_Prompt_
Scan the data below and report how many lines include the word "Creek". Nothing else is wanted.

_Data shown_
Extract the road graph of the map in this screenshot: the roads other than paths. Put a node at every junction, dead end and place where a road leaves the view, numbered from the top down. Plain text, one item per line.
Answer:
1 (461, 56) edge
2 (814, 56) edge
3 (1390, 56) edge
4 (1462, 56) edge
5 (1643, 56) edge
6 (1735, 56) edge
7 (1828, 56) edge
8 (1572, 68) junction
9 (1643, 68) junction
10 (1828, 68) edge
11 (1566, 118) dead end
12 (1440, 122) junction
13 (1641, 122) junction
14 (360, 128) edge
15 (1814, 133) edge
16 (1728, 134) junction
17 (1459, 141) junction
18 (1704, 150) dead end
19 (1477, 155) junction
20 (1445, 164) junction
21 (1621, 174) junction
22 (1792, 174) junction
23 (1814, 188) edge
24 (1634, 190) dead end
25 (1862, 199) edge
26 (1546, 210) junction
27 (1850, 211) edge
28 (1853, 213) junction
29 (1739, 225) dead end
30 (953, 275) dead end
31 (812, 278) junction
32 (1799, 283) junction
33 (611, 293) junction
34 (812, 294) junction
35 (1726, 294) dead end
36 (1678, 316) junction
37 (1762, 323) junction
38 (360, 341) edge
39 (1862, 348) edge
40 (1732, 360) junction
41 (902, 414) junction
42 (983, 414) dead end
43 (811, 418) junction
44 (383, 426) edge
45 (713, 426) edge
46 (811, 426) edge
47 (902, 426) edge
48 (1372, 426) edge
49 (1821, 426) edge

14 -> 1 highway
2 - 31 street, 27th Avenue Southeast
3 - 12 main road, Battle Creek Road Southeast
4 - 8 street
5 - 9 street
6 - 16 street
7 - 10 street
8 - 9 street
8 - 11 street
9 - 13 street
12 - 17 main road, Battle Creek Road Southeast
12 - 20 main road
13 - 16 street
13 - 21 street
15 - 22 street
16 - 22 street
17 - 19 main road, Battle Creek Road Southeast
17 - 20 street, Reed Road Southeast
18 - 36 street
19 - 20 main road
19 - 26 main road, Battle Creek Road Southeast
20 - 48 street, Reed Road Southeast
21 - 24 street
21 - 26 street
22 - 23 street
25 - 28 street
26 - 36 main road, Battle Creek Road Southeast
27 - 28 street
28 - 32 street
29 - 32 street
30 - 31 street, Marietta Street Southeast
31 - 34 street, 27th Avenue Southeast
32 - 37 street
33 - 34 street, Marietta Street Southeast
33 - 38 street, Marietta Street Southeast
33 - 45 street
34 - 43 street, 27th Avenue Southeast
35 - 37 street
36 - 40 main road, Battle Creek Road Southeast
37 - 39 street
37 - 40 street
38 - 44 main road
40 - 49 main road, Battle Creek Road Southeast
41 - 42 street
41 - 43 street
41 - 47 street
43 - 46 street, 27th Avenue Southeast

_Exercise output_
7